Data records
* * *
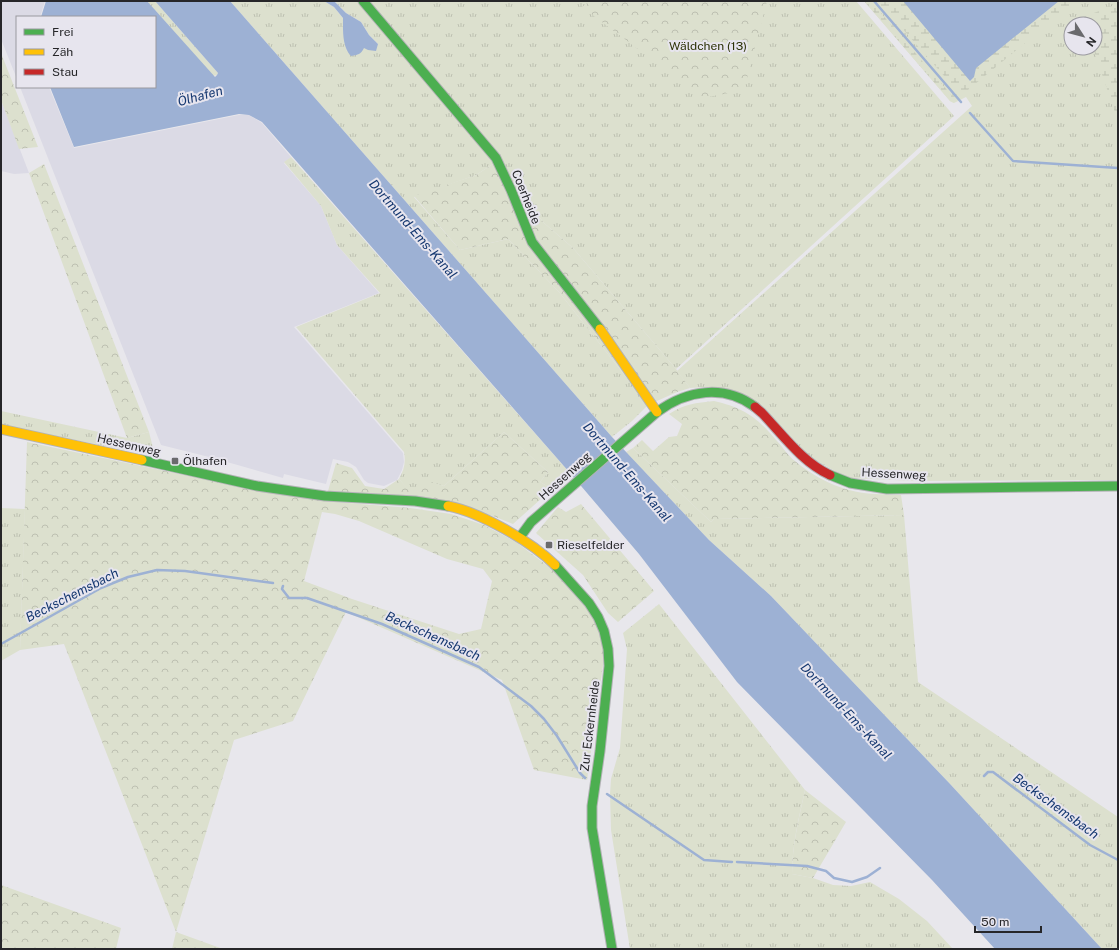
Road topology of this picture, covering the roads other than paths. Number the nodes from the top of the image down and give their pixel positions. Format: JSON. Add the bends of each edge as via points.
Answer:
{"nodes":[{"id":1,"x":363,"y":1,"type":"edge"},
{"id":2,"x":657,"y":412,"type":"junction"},
{"id":3,"x":1,"y":429,"type":"edge"},
{"id":4,"x":1118,"y":486,"type":"edge"},
{"id":5,"x":520,"y":537,"type":"junction"},
{"id":6,"x":612,"y":949,"type":"edge"}],
"edges":[{"from":1,"to":2,"type":"street","name":"Coerheide","via":[[496,158],[512,190],[532,242],[607,337]]},
{"from":2,"to":4,"type":"street","name":"Hessenweg","via":[[669,404],[695,394],[728,395],[741,399],[759,409],[805,459],[818,469],[860,486],[887,489]]},
{"from":2,"to":5,"type":"street","name":"Hessenweg","via":[[531,522]]},
{"from":3,"to":5,"type":"street","name":"Hessenweg","via":[[257,486],[325,496],[434,504],[476,515]]},
{"from":5,"to":6,"type":"street","name":"Zur Eckernheide","via":[[556,565],[574,584],[598,617],[604,631],[609,666],[592,806],[592,828]]}]}
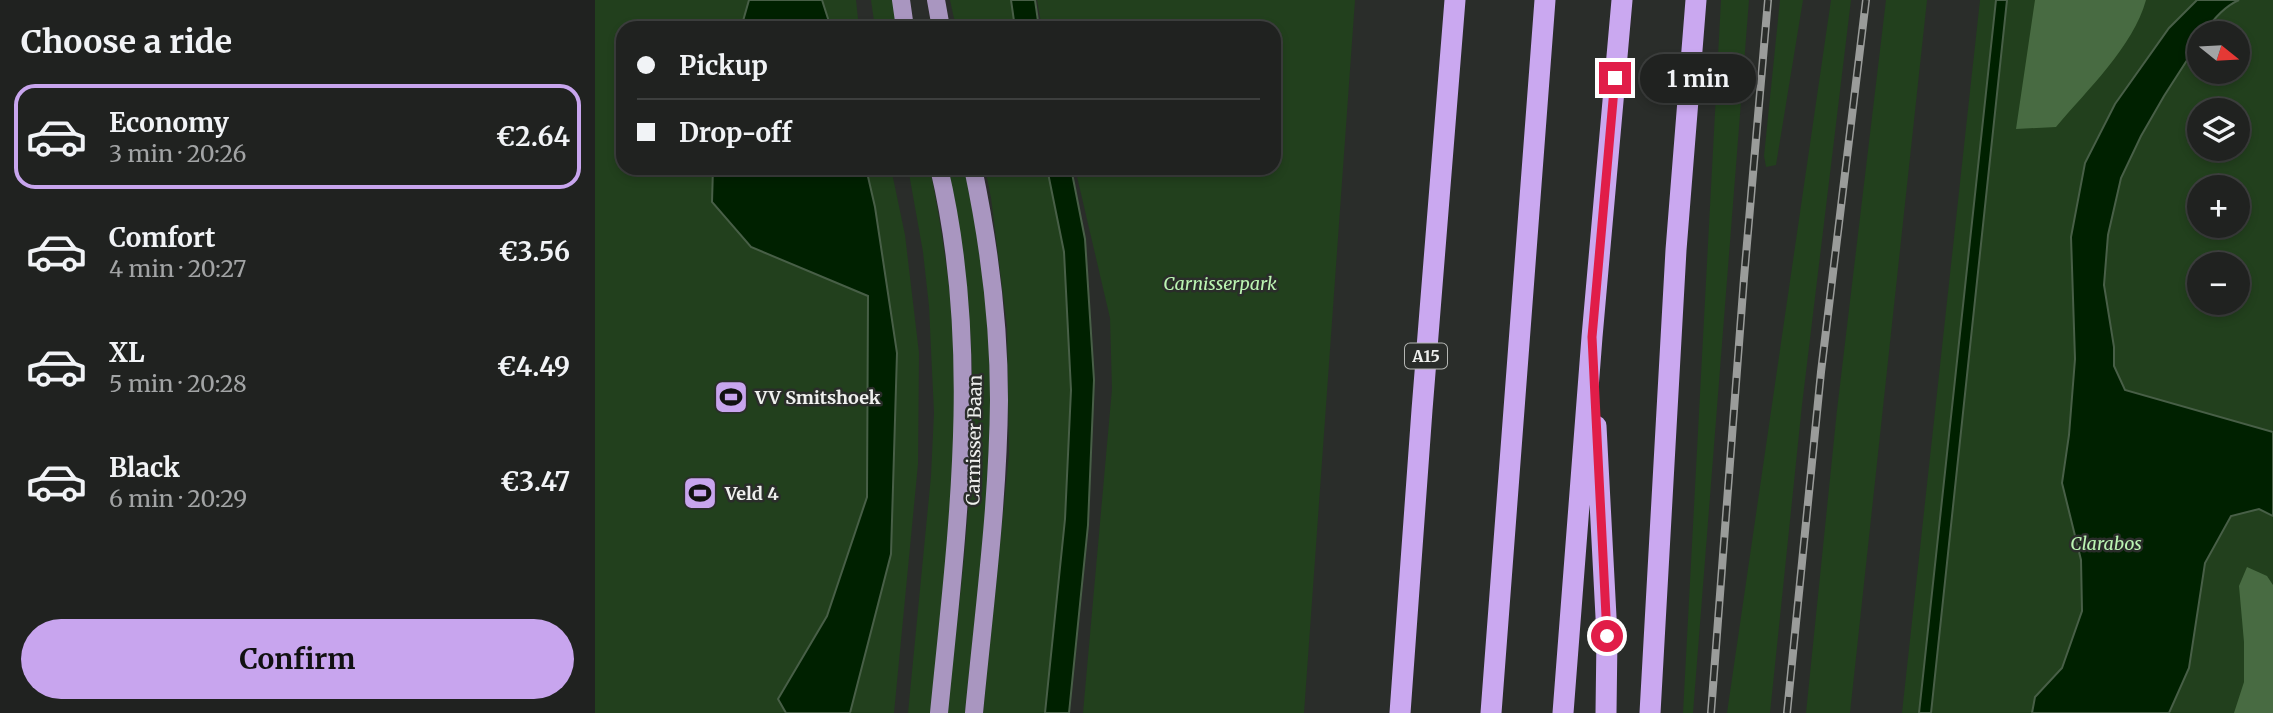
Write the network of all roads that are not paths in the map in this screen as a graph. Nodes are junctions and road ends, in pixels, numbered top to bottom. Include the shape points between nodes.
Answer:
1 (901, 0) edge
2 (936, 0) edge
3 (1455, 0) edge
4 (1545, 0) edge
5 (1622, 0) edge
6 (1696, 0) edge
7 (904, 21) edge
8 (940, 21) edge
9 (941, 175) edge
10 (974, 175) edge
11 (1592, 337) junction
12 (939, 713) edge
13 (974, 713) edge
14 (1401, 713) edge
15 (1491, 713) edge
16 (1563, 713) edge
17 (1606, 713) edge
18 (1650, 713) edge

1 - 7 main road
2 - 8 main road
3 - 14 highway, A15
4 - 15 highway
5 - 11 highway
6 - 18 highway via 1676,250
9 - 12 main road, Carnisser Baan via 956,276 964,395 960,501
10 - 13 main road, Carnisser Baan via 991,269 999,398 997,482
11 - 16 highway
11 - 17 highway via 1607,636

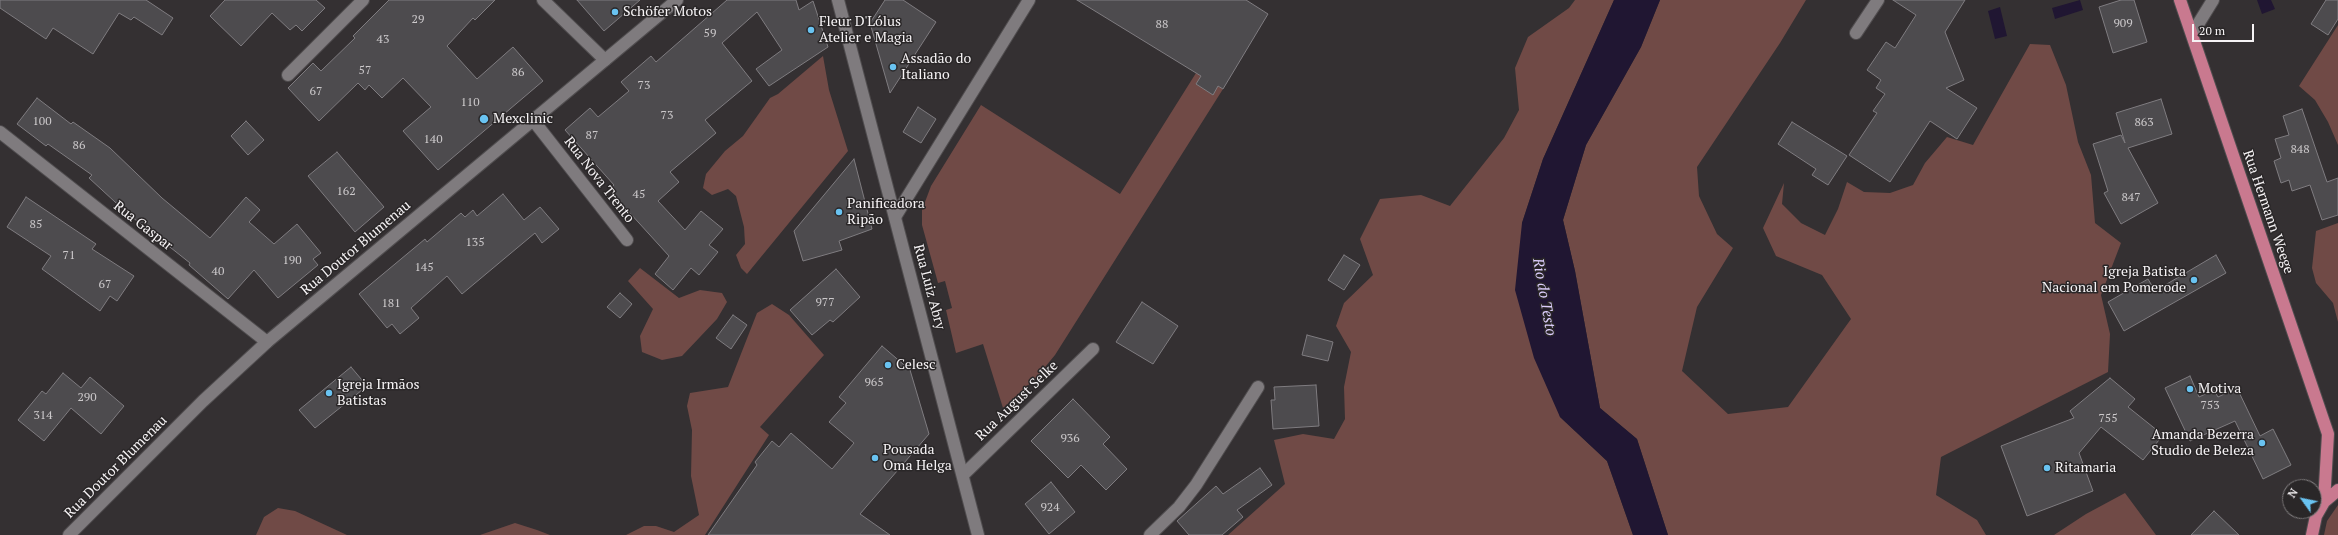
* * *
> **Your task**
Would you repeat exactly, and only, the lines from the start of the records above through the line containing "Write the network", with the pictures omitted?

> **Your response**
Road topology of this picture, covering the roads other than paths. Number the nodes from the top of the image down and give their pixel positions. Format: JSON. Add the bends of each edge as via points.
Answer:
{"nodes":[{"id":1,"x":363,"y":1,"type":"edge"},
{"id":2,"x":657,"y":412,"type":"junction"},
{"id":3,"x":1,"y":429,"type":"edge"},
{"id":4,"x":1118,"y":486,"type":"edge"},
{"id":5,"x":520,"y":537,"type":"junction"},
{"id":6,"x":612,"y":949,"type":"edge"}],
"edges":[{"from":1,"to":2,"type":"street","name":"Coerheide","via":[[496,158],[512,190],[532,242],[607,337]]},
{"from":2,"to":4,"type":"street","name":"Hessenweg","via":[[669,404],[695,394],[728,395],[741,399],[759,409],[805,459],[818,469],[860,486],[887,489]]},
{"from":2,"to":5,"type":"street","name":"Hessenweg","via":[[531,522]]},
{"from":3,"to":5,"type":"street","name":"Hessenweg","via":[[257,486],[325,496],[434,504],[476,515]]},
{"from":5,"to":6,"type":"street","name":"Zur Eckernheide","via":[[556,565],[574,584],[598,617],[604,631],[609,666],[592,806],[592,828]]}]}
Write the network of all roads that are not paths in the map in this screen as a graph. Nodes are junctions and road ends, in pixels, numbered top to bottom. Include the shape points between nodes.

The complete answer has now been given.